Below are records to write out exactly; drop the pictures when you do.
*** Data Section Begins ***
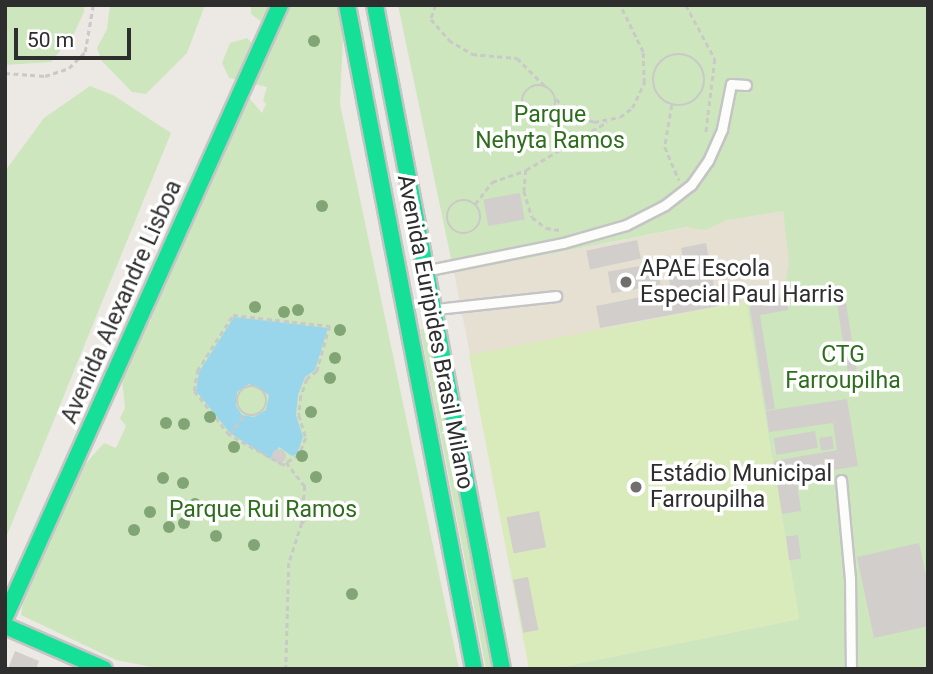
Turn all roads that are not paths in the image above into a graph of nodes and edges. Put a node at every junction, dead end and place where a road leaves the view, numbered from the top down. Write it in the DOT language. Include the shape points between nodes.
graph roads {
  1 [pos="280,5"];
  2 [pos="347,5"];
  3 [pos="375,5"];
  4 [pos="746,85"];
  5 [pos="424,271"];
  6 [pos="556,296"];
  7 [pos="431,310"];
  8 [pos="841,480"];
  9 [pos="5,617"];
  10 [pos="5,626"];
  11 [pos="104,669"];
  12 [pos="474,669"];
  13 [pos="502,669"];
  14 [pos="851,669"];
  1 -- 9 [label="main road, Avenida Alexandre Lisboa"];
  2 -- 12 [label="main road, Avenida Euripides Brasil Milano"];
  3 -- 5 [label="main road, Avenida Euripides Brasil Milano"];
  4 -- 5 [label="lane" via="731,84 722,129 708,160 691,185 665,205 626,225 563,243"];
  5 -- 7 [label="main road, Avenida Euripides Brasil Milano"];
  6 -- 7 [label="lane"];
  7 -- 13 [label="main road, Avenida Euripides Brasil Milano"];
  8 -- 14 [label="lane" via="850,578"];
  10 -- 11 [label="main road"];
}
*** Data Section Ends ***
** Answer space **
Turn all roads that are not paths in the image above into a graph of nodes and edges. Put a node at every junction, dead end and place where a road leaves the view, numbered from the top down. Write it in the DOT language. Include the shape points between nodes.
graph roads {
  1 [pos="280,5"];
  2 [pos="347,5"];
  3 [pos="375,5"];
  4 [pos="746,85"];
  5 [pos="424,271"];
  6 [pos="556,296"];
  7 [pos="431,310"];
  8 [pos="841,480"];
  9 [pos="5,617"];
  10 [pos="5,626"];
  11 [pos="104,669"];
  12 [pos="474,669"];
  13 [pos="502,669"];
  14 [pos="851,669"];
  1 -- 9 [label="main road, Avenida Alexandre Lisboa"];
  2 -- 12 [label="main road, Avenida Euripides Brasil Milano"];
  3 -- 5 [label="main road, Avenida Euripides Brasil Milano"];
  4 -- 5 [label="lane" via="731,84 722,129 708,160 691,185 665,205 626,225 563,243"];
  5 -- 7 [label="main road, Avenida Euripides Brasil Milano"];
  6 -- 7 [label="lane"];
  7 -- 13 [label="main road, Avenida Euripides Brasil Milano"];
  8 -- 14 [label="lane" via="850,578"];
  10 -- 11 [label="main road"];
}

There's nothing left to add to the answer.